WHAT DOES THIS ALL MEAN?

Now comes the complicated part.What does this all mean for us.

Sons will leave the family to start one. But girls biblical will always remain under the authority of the father until the day she is given away by the father. So a guy who wants to start a serious relationship with the girl,should ask the father. This is the ideal situation. 

Basically the guy should not just take the easy way out. The relationships nowadays are too flippant. Of course the details, must work out but the idea is the guy must take some risks to woo the girl.  
 
In a BGR, you do not have a covenant fence yet. Girls especially must take note. There is a reason why there is a covenant for man woman relationship.Because usually emotions can run high and out of control. It protects both parties. In a covenant, expectations are clear. Once you married, you are safe to pour out your deepest emotions to your partner because both have promised a lifetime to one another. But before being married or during courtship, I believe this principle should start. Expectations should be stated clearly.

For example, a guy should not keep asking a girl out alone and then say it’s nothing. It develops unhealthy emotional attachment. You must understand that guys and girls are different. Do not deceive yourself. 
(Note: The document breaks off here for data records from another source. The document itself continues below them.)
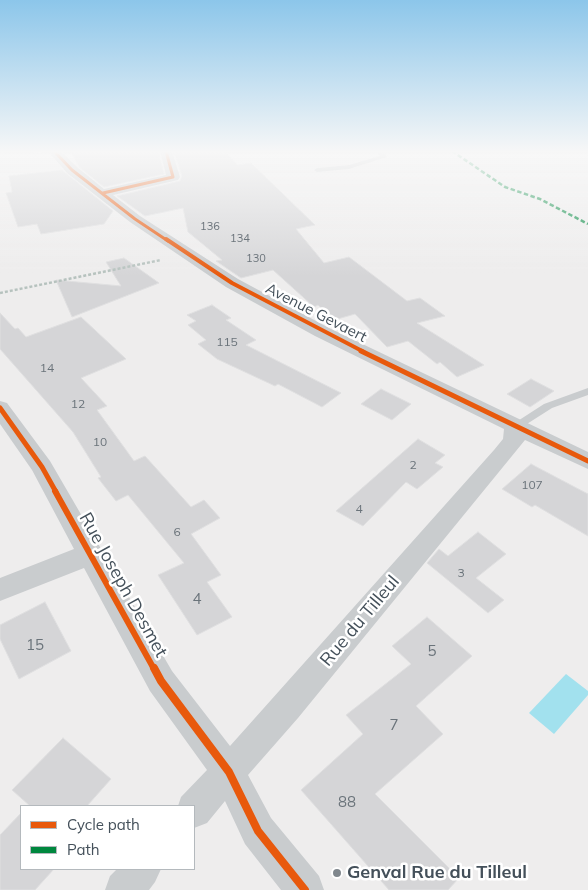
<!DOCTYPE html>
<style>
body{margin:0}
#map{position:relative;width:588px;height:890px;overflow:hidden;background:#eeeded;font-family:Mulish,sans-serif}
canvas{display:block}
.legend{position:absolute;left:20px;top:805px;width:175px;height:65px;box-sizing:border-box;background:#fff;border:1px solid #b4b9bd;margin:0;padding:6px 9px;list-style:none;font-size:15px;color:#44505a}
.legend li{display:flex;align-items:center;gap:10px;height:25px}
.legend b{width:25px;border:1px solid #b4b9bd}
</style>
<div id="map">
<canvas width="588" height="890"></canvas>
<ul class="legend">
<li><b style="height:6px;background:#e8590c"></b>Cycle path</li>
<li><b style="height:6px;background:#00873e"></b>Path</li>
</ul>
</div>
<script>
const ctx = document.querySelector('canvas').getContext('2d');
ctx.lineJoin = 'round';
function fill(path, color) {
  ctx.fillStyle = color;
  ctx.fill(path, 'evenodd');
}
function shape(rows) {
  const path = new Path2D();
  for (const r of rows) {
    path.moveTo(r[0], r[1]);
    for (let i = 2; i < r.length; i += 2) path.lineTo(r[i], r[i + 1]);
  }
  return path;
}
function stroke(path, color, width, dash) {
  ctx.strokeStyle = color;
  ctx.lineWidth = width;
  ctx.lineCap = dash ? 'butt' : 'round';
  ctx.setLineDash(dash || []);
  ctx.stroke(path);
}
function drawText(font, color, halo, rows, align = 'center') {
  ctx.font = font + ' Mulish,sans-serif';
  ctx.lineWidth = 5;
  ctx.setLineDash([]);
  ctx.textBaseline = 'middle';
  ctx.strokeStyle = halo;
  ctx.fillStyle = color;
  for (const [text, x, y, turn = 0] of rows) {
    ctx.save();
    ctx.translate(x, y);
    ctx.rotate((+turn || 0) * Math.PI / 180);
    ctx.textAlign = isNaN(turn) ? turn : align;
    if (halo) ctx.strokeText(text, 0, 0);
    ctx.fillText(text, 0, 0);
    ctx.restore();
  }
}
const water = shape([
 [566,674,588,691,588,695,554,734,529,713]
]);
const building = shape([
 [71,151,158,151,164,174,104,187,79,167,71,151],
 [174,151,225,151,237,165,251,163,315,225,296,229,324,263,349,257,407,301,420,298,445,316,417,323,484,365,457,377,440,362,437,364,408,341,387,347,355,314,334,320,318,305,314,307,273,270,241,278,216,261,222,260,188,232,183,208,145,216,117,196,180,181,182,176,174,151],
 [62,170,113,211,104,224,41,234,37,224,18,227,6,193,12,192,9,176,62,170],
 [124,258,159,283,72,317,56,280,121,286,106,262,124,258],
 [212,305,231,318,226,320,256,340,246,345,341,393,322,407,278,384,275,386,217,359,198,344,206,340,188,325,196,321,187,315,212,305],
 [0,313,15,329,18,328,26,337,81,317,126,359,81,378,107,406,97,410,134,461,145,456,191,507,204,500,220,518,191,534,221,575,207,582,232,617,197,635,158,575,184,563,128,495,116,501,98,478,101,477,73,432,0,349,0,313],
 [531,379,554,391,530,407,507,394,531,379],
 [381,389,411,404,392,420,361,404,381,389],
 [418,439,445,455,435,463,443,467,417,489,406,482,363,526,336,511,418,439],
 [531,464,588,494,588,536,535,505,532,507,502,489,531,464],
 [478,532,506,554,476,578,504,600,488,613,427,563,439,549,448,556,478,532],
 [45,602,71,651,19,679,0,639,0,625,45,602],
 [427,617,472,656,416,706,443,734,375,794,459,878,448,890,389,890,301,790,363,734,346,715,411,664,392,646,427,617],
 [63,738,111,779,87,806,30,806,12,790,63,738],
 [21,813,21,869,54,869,35,890,0,890,0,835,21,813]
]);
const path = shape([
 [0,293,161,260]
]);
const service = shape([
 [0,151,5,151,0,154,0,151],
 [10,151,50,151,47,153,10,151],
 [376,151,382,151,387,157,349,169,317,172,314,170,317,168,349,165,380,156,376,151],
 [588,388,588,395,552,408,519,429,515,430,510,426,544,404,588,388]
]);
const minor = shape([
 [48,151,61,151,77,167,104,189,166,175,160,151,172,151,180,177,178,180,113,195,140,216,238,279,329,328,588,452,588,469,525,440,298,718,248,775,271,818,319,876,324,890,281,890,245,844,225,801,207,823,194,828,194,806,178,806,181,797,207,770,150,691,84,568,0,601,0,578,74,549,32,470,0,424,0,401,7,403,50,461,172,671,230,746,494,450,503,439,504,429,315,336,226,287,130,222,67,173,48,151],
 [117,869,161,869,155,882,149,890,105,890,110,876,117,869]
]);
const quiet = shape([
 [378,151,387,151],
 [452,151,505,187,540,199,588,224]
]);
const cyclewayFar4 = shape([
 [54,151,72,170,135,219,168,241],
 [103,193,173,177,166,151]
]);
const cyclewayFar3 = shape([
 [166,239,232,283,364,352]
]);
const cyclewayFar2 = shape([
 [361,351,588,461],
 [0,408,42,467,56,492]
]);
const cyclewayFar1 = shape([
 [55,491,154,669]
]);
const cycleway = shape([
 [154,668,161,681,229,772,258,831,305,890]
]);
const markers = [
 [337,873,5,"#80878d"]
];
const farNumbernames = [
 ["136",210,227],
 ["134",240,239],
 ["130",256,259]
];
const numberNames = [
 ["115",227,342],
 ["14",47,368],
 ["12",78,404],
 ["10",100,442],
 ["2",413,465],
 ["107",532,485],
 ["4",359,509],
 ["6",177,532],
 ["3",461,573]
];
const streetNames = [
 ["Avenue Gevaert",316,313,27]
];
const nearNumbernames = [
 ["4",197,599],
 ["15",35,645],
 ["5",432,651],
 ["7",394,725],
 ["88",347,802]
];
const nearStreetnames = [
 ["Rue Joseph Desmet",123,585,61],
 ["Rue du Tilleul",360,621,-50]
];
const nearPoinames = [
 ["Genval Rue du Tilleul",347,873]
];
fill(water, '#a2e1ee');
fill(building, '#d5d5d7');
stroke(building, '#dfdfe0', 1);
stroke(path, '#b6c2be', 2.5, [3, 2]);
fill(service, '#c9ccce');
fill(minor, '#c9ccce');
stroke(quiet, '#00873e', 2.5, [4.5, 2.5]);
stroke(cyclewayFar4, '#e8590c', 3);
stroke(cyclewayFar3, '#e8590c', 4);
stroke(cyclewayFar2, '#e8590c', 5);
stroke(cyclewayFar1, '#e8590c', 6);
stroke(cycleway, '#e8590c', 8);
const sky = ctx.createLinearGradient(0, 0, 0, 276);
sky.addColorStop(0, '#8cc6ea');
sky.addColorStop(0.55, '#f7f7f7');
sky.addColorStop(1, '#f7f7f700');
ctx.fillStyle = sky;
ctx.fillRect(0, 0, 588, 276);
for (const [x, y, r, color] of markers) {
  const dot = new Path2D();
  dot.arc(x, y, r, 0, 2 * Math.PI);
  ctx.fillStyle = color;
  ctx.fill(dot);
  stroke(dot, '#fff', 2);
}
drawText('11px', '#6a737a', null, farNumbernames);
drawText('12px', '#6a737a', null, numberNames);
drawText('15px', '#44505a', '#fff', streetNames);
drawText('15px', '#6a737a', null, nearNumbernames);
drawText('18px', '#44505a', '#fff', nearStreetnames);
drawText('bold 18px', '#44505a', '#fff', nearPoinames, 'left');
</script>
If you persistently ignore the differences, chances are you are more likely to make the wrong decision and people may get hurt. 
 
Words & Actions

So the idea is that everything must be clearly stated in a BGR. The guy should understand that biblical courtship is that he is given a chance to win the heart of the lady. During this time, no covenant is established, so do not start saying things and doing things that can only be done under a marriage covenant. The best principle is that you are building a deeper friendship with the other person. So even if it does not work out, you are still can be friends.  
I have seen many people who say dear and I love you, and kiss publicly and next thing, they change another partner. So being physically close and intimate in words is not a proof of Love. Do not adopt the worldly standard for BGR.  
 
COMPATIBILITY 
Now we know from God’s covenant of marriage, we have established some simple principles, we can move on. Now this compatibility is not about having the same hobbies, like the same food kind.  

First and foremost, compatible in FAITH. 
Love God and love a person who loves God. This is God’s best for a Christian marriage.  
 
But next thing, it does not mean all Christians are compatible. The best gauge is how both of you spend your time and money. If vastly different, think again. 

Conclusion 
This is not exhaustive and relationships are complicated. 
Fulfill your Christian responsibility first and trust God.  

Php4:6  do not be anxious about anything, but in everything by prayer and supplication with thanksgiving let your requests be made known to God.

Php4:7  And the peace of God, which surpasses all understanding, will guard your hearts and your minds in Christ Jesus.